Skip the jokes, please. I believe I’m off in several different ways. Here are my target areas and how I’m addressing them:

From Top to Bottom: Building

My goal is to have perfect symmetry between my shoulders, waist, hips, and calves. If you have broad shoulders, you need to make sure your quads are built to match. Your calves shouldn’t be too big or small for the rest of your legs, and you need a good balance between your shoulders, waist and hips. You get the idea. Getting this right is far from easy.

I need to spend the next five weeks focusing on the shape and size of my outer quads in order to create a better balance with my shoulders—the shape of which I’m happy with—and my calves, which have always been big.

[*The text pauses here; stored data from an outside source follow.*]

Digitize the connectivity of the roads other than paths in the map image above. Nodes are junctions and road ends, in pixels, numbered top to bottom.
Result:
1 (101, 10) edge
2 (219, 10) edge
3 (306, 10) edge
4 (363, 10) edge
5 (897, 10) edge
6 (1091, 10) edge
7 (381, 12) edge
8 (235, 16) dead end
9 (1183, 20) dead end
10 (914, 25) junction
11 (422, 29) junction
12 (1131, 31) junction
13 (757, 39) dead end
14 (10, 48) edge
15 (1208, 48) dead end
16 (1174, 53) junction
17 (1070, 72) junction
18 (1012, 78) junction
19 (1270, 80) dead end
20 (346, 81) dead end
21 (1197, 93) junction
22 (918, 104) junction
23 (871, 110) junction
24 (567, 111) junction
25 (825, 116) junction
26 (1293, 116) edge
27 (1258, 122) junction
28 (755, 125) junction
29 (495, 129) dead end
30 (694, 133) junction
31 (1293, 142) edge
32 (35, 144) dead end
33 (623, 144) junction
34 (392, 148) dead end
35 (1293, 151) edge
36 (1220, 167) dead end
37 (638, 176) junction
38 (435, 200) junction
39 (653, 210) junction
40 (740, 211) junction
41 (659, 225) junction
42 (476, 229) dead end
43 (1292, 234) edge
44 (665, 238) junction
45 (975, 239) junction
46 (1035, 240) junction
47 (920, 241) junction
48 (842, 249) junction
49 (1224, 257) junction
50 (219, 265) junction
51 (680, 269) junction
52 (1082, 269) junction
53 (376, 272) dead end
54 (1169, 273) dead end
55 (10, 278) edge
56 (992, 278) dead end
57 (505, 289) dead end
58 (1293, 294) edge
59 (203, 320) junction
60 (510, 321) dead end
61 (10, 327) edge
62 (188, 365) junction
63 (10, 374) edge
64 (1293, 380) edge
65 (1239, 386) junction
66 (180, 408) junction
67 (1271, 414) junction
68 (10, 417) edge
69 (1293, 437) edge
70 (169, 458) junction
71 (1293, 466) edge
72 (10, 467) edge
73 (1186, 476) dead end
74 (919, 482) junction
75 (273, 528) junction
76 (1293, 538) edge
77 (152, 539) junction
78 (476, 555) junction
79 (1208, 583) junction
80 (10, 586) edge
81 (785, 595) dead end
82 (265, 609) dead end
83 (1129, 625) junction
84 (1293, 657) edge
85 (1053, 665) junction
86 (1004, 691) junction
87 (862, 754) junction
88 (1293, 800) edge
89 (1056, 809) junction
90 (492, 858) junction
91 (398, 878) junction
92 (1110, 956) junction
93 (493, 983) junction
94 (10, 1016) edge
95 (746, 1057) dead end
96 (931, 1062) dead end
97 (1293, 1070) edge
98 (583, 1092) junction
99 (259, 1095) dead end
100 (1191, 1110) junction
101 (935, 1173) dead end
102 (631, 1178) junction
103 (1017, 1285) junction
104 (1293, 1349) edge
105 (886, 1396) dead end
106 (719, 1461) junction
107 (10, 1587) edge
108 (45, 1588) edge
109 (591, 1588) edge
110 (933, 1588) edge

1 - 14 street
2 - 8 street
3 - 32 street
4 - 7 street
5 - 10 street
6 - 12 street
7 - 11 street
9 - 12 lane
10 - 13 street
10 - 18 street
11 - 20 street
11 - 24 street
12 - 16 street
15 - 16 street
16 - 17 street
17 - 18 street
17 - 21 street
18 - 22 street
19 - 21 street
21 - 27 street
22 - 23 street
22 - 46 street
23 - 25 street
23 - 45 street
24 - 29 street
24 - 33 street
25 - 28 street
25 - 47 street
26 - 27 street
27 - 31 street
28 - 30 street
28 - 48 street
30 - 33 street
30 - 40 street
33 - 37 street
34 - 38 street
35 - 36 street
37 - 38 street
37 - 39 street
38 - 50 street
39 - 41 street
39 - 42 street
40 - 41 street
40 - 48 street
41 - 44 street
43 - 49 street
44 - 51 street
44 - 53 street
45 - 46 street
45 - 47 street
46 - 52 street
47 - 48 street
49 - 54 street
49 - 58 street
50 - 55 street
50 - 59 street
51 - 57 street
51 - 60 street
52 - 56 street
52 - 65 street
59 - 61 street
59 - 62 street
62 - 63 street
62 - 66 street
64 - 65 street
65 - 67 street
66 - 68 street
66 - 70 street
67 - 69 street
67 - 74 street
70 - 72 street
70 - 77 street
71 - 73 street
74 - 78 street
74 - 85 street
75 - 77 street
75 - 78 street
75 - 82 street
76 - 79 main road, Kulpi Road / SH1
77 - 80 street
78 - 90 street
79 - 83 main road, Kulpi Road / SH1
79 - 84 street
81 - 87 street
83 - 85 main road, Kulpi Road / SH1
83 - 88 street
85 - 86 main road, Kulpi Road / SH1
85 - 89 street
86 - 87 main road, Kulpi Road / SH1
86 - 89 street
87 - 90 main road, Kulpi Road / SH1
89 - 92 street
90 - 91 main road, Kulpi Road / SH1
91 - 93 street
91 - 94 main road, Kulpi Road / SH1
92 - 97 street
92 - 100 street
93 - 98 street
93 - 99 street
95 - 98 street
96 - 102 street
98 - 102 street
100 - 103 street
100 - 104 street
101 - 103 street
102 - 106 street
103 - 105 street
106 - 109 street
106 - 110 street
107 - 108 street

I’ve just started a new training plan. This will split my leg workouts into two separate days, enabling me to spend more time on my quads. My new quad day looks like this:


From Top to Bottom: Leaning

I carry most of my body fat in my lower half. My biggest challenge has always been the idea of leaning out my legs without getting too lean in the upper body. For my last show, I focused on my lower half, and the comments I received from the judges—and the professionals I spoke to—indicated that I was too lean, too hard, and too vascular.

Nicole Wilkins—Ms. Figure International and a former Ms. Figure Olympia—told me not to come in so hard for my next show. She said to not diet as much, and that this would actually make things easier. This was obviously pretty funny, but the problem I have is that if I back off on the diet, my legs don’t come in enough. If I diet enough to get my legs where I want them, I lose my size and get hard and vascular on top. My face also gets very drawn. Ack!

The goal for this competition is to use my diet over the next few weeks, peak week, and show day to get as tight as I can down below while still maintaining size and fullness on top. I don’t know what that menu is going to look like just yet—and it changes almost daily at this point. What I do know is that it’s going to be a serious mental challenge to not get too stressed out about it. I need to trust that everything’s going to be where I want it come show day.

From Left to Right: Back Edition

I have scoliosis, and I’ve spent the past two years using chiropractic adjustments and exercise to straighten my spine and build the muscles on the left side of my back—particularly my left erector. This has worked well, and I’ve improved a lot from where I started, but I still have to work at it. I’ll continue to integrate the scoliosis routine into my training on a weekly basis to maintain balance between my right and left erectors.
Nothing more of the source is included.